With the Upper and Lower Peninsulas of Michigan, it was a bit of a struggle getting them to line up without the UP falling off, I ended up reducing my pattern on the copier just a smidgen to make it fit.

I traced the pattern with a silver sharpie, because that is what I had on hand, 
and then painted in the lines with a spare can of white Rust-oluem. It was a little thick from being old but that ended up being a good thing. 
When the paint dried, I started roughing up the paint with a wire brush, which was too harsh, then switched to a course grit sandpaper. As it turned out, when I sanded close to the edge of the pattern, a little bit of the silver sharpie showed through, and it looked kind of cool. With that accidental discovery and the thick spots of paint, it gave the piece dimension, and kind of looks like topography. 

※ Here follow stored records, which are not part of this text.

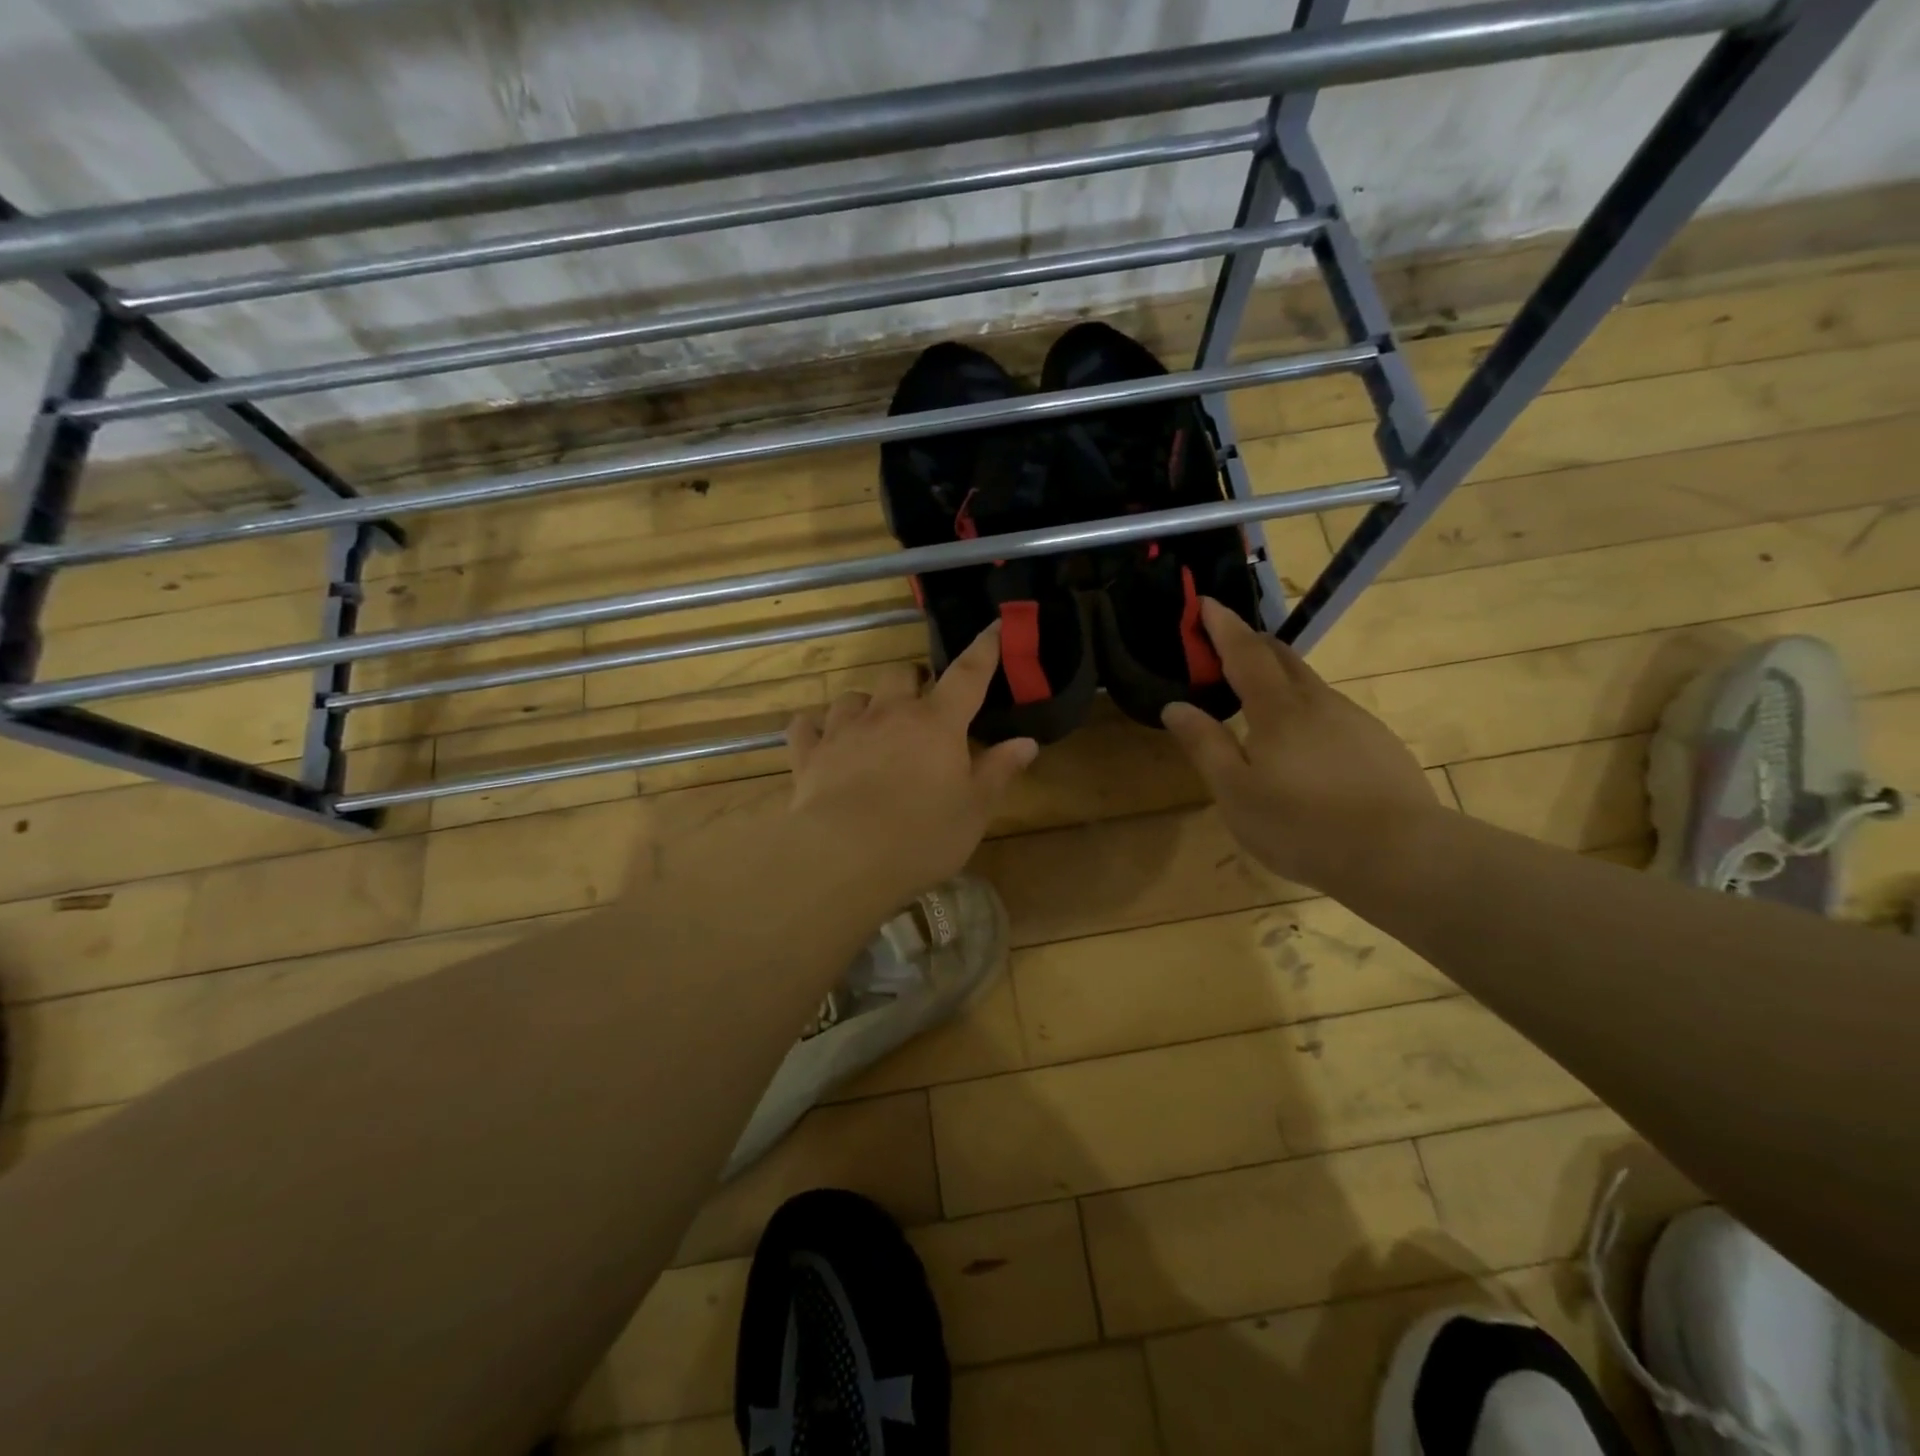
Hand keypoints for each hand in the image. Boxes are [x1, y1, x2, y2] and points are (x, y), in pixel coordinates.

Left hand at [786, 624, 1037, 901]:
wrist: (844, 856)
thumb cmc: (922, 835)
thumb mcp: (974, 810)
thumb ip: (999, 771)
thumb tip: (1027, 742)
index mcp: (937, 723)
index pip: (968, 674)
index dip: (984, 649)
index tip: (994, 626)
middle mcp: (890, 713)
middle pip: (901, 675)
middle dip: (914, 680)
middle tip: (923, 703)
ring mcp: (845, 729)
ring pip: (853, 696)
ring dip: (866, 704)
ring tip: (873, 725)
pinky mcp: (810, 752)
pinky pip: (807, 725)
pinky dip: (817, 728)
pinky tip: (822, 740)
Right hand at [1161, 599, 1437, 892]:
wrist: (1401, 855)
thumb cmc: (1302, 825)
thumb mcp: (1235, 792)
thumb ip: (1205, 745)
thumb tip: (1175, 706)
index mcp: (1278, 710)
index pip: (1245, 652)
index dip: (1223, 626)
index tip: (1206, 602)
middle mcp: (1318, 703)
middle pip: (1282, 657)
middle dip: (1251, 642)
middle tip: (1226, 643)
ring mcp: (1354, 720)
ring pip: (1310, 685)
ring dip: (1280, 677)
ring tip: (1259, 699)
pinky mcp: (1378, 743)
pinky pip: (1332, 712)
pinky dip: (1306, 710)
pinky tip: (1304, 745)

Overall I am very pleased, but now I want to try another one, maybe with blue stain all around to reflect the Great Lakes, and then I have another idea.......  
Do you love Michigan Art on Pallets? Make your masterpiece and enter PalletPalooza Today! Go to

UPDATE: Since we put this up for display - someone has added gel hearts to mark their favorite places. 

I am going to be keeping an eye out to see if they get moved around the state!